-- WHAT TO PRODUCE --
From the first line of the listing, copy each line exactly until you have included the line with "c.fillText('MODEL:', 1223, 1042);"; leave out the pictures.
Start of INFORMATION
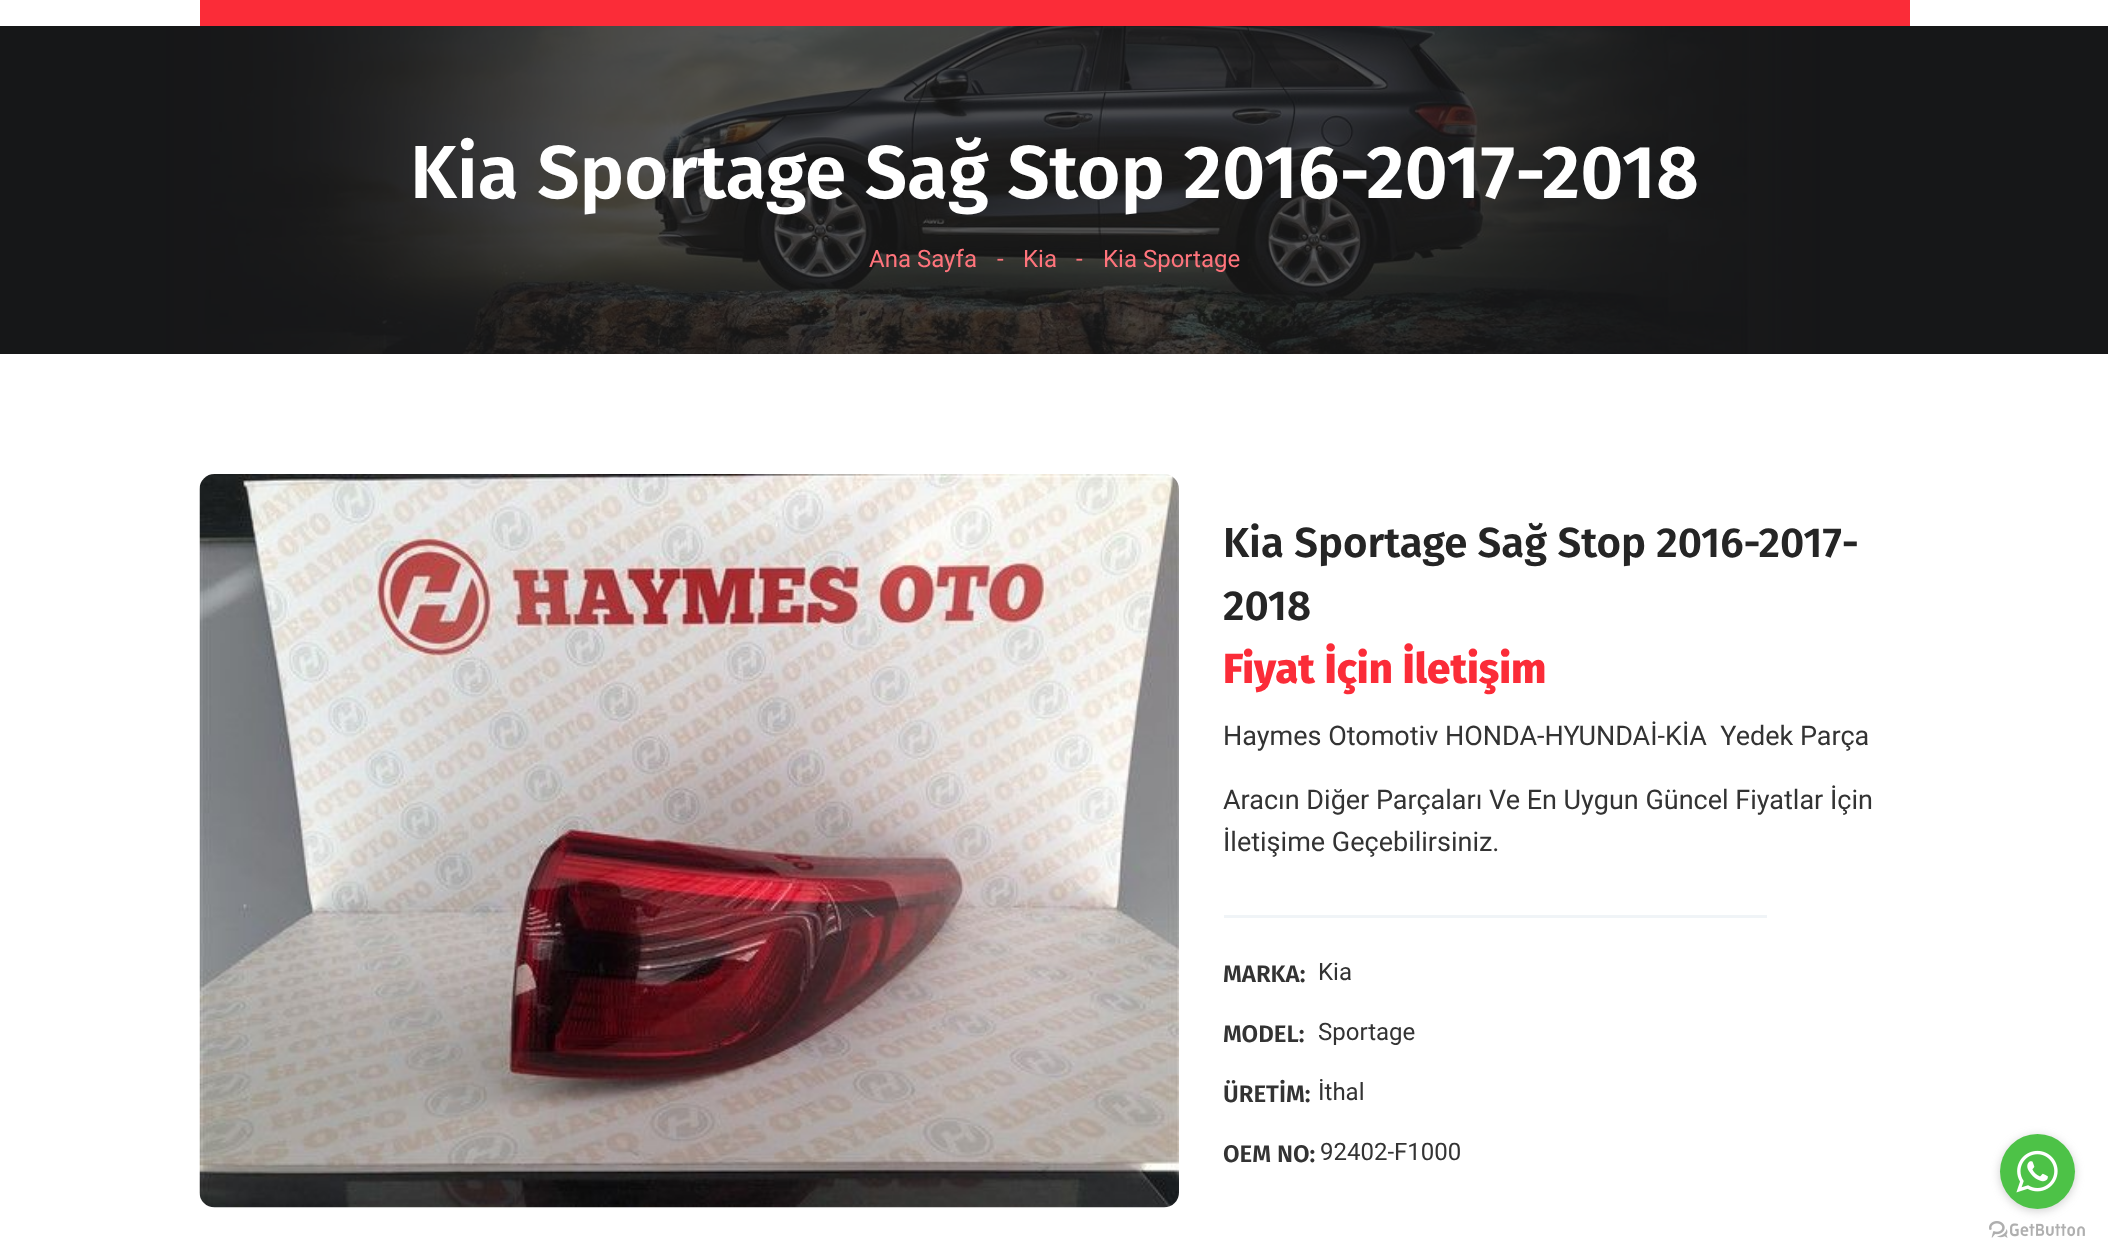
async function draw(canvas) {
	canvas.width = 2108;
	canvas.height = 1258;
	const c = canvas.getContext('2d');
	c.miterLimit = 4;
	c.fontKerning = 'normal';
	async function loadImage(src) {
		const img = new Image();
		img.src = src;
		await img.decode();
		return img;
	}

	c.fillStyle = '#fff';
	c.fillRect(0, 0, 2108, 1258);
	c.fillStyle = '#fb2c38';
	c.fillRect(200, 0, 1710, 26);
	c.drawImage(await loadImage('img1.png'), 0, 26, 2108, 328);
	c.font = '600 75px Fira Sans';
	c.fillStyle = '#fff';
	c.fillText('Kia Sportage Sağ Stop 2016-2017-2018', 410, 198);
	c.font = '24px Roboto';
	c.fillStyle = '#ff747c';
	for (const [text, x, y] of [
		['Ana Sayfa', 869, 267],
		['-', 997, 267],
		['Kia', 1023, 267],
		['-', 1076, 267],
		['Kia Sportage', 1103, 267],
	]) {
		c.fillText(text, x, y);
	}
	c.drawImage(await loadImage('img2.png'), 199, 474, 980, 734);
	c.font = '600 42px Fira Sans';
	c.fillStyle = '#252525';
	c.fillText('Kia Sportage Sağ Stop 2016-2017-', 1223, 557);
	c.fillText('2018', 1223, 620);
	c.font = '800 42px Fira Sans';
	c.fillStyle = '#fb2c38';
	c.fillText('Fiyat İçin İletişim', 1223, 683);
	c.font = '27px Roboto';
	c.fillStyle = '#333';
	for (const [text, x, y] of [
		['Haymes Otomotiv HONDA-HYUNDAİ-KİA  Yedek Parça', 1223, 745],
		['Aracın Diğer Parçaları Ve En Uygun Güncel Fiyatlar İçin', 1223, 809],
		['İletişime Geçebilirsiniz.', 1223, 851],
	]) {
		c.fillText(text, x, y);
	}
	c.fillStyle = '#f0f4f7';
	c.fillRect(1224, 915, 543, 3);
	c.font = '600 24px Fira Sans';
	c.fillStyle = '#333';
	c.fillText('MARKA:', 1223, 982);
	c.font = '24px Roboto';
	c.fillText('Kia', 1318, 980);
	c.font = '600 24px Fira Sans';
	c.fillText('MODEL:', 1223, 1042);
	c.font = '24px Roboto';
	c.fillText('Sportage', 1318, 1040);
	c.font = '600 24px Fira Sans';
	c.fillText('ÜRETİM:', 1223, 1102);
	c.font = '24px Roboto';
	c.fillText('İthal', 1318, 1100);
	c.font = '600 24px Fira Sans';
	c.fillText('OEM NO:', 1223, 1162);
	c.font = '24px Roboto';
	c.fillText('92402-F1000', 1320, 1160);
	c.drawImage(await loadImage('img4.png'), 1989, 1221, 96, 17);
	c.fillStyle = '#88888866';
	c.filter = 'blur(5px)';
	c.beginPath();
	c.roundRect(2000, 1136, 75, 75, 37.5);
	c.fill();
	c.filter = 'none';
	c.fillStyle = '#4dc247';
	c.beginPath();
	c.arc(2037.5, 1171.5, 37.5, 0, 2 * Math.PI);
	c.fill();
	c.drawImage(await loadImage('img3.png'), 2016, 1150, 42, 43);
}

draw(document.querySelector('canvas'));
End of INFORMATION
-- RESPONSE --
async function draw(canvas) {
	canvas.width = 2108;
	canvas.height = 1258;
	const c = canvas.getContext('2d');
	c.miterLimit = 4;
	c.fontKerning = 'normal';
	async function loadImage(src) {
		const img = new Image();
		img.src = src;
		await img.decode();
		return img;
	}

	c.fillStyle = '#fff';
	c.fillRect(0, 0, 2108, 1258);
	c.fillStyle = '#fb2c38';
	c.fillRect(200, 0, 1710, 26);
	c.drawImage(await loadImage('img1.png'), 0, 26, 2108, 328);
	c.font = '600 75px Fira Sans';
	c.fillStyle = '#fff';
	c.fillText('Kia Sportage Sağ Stop 2016-2017-2018', 410, 198);
	c.font = '24px Roboto';
	c.fillStyle = '#ff747c';
	for (const [text, x, y] of [
		['Ana Sayfa', 869, 267],
		['-', 997, 267],
		['Kia', 1023, 267],
		['-', 1076, 267],
		['Kia Sportage', 1103, 267],
	]) {
		c.fillText(text, x, y);
	}
	c.drawImage(await loadImage('img2.png'), 199, 474, 980, 734);
	c.font = '600 42px Fira Sans';
	c.fillStyle = '#252525';
	c.fillText('Kia Sportage Sağ Stop 2016-2017-', 1223, 557);
	c.fillText('2018', 1223, 620);
	c.font = '800 42px Fira Sans';
	c.fillStyle = '#fb2c38';
	c.fillText('Fiyat İçin İletişim', 1223, 683);
	c.font = '27px Roboto';
	c.fillStyle = '#333';
	for (const [text, x, y] of [
		['Haymes Otomotiv HONDA-HYUNDAİ-KİA  Yedek Parça', 1223, 745],
		['Aracın Diğer Parçaları Ve En Uygun Güncel Fiyatlar İçin', 1223, 809],
		['İletişime Geçebilirsiniz.', 1223, 851],
	]) {
		c.fillText(text, x, y);
	}
	c.fillStyle = '#f0f4f7';
	c.fillRect(1224, 915, 543, 3);
	c.font = '600 24px Fira Sans';
	c.fillStyle = '#333';
	c.fillText('MARKA:', 1223, 982);
	c.font = '24px Roboto';
	c.fillText('Kia', 1318, 980);
	c.font = '600 24px Fira Sans';
	c.fillText('MODEL:', 1223, 1042);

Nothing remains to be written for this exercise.